**WORK TO BE COMPLETED**
Return the listing in full and exactly, but without a single picture.

__________

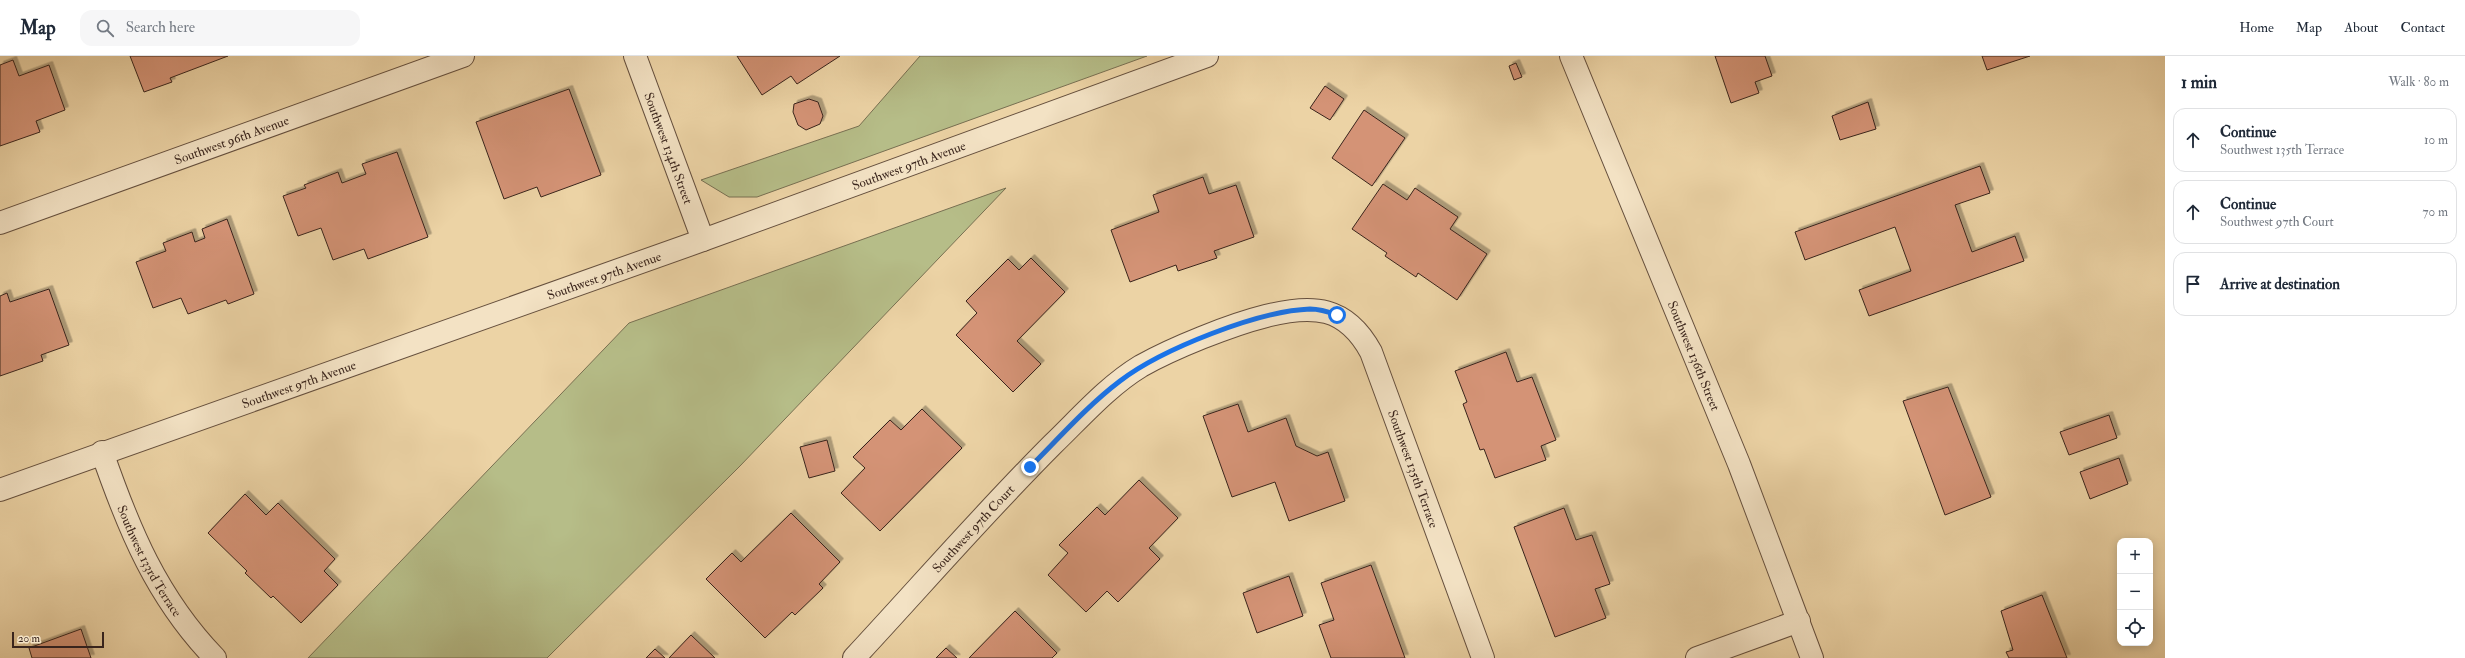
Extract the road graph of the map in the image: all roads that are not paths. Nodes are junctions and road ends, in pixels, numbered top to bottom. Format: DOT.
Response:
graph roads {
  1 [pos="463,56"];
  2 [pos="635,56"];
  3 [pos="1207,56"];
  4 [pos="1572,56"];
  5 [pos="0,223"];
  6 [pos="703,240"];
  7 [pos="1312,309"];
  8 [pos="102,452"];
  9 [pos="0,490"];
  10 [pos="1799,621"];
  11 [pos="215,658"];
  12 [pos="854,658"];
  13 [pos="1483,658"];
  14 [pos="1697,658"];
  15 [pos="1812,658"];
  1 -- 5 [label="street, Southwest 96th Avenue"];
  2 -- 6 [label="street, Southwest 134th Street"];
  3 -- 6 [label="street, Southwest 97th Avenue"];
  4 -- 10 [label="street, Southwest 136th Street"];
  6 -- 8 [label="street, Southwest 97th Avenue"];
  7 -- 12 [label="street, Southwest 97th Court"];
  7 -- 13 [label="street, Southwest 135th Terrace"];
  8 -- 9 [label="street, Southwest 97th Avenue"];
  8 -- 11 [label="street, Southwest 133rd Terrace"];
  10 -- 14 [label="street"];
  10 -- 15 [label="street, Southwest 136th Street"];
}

__________

**ANSWER**
Extract the road graph of the map in the image: all roads that are not paths. Nodes are junctions and road ends, in pixels, numbered top to bottom. Format: DOT.
Response:
graph roads {
  1 [pos="463,56"];
  2 [pos="635,56"];
  3 [pos="1207,56"];
  4 [pos="1572,56"];
  5 [pos="0,223"];
  6 [pos="703,240"];
  7 [pos="1312,309"];
  8 [pos="102,452"];
  9 [pos="0,490"];
  10 [pos="1799,621"];
  11 [pos="215,658"];
  12 [pos="854,658"];
  13 [pos="1483,658"];
  14 [pos="1697,658"];
  15 [pos="1812,658"];
  1 -- 5 [label="street, Southwest 96th Avenue"];
  2 -- 6 [label="street, Southwest 134th Street"];
  3 -- 6 [label="street, Southwest 97th Avenue"];
  4 -- 10 [label="street, Southwest 136th Street"];
  6 -- 8 [label="street, Southwest 97th Avenue"];
  7 -- 12 [label="street, Southwest 97th Court"];
  7 -- 13 [label="street, Southwest 135th Terrace"];
  8 -- 9 [label="street, Southwest 97th Avenue"];
  8 -- 11 [label="street, Southwest 133rd Terrace"];
  10 -- 14 [label="street"];
  10 -- 15 [label="street, Southwest 136th Street"];
}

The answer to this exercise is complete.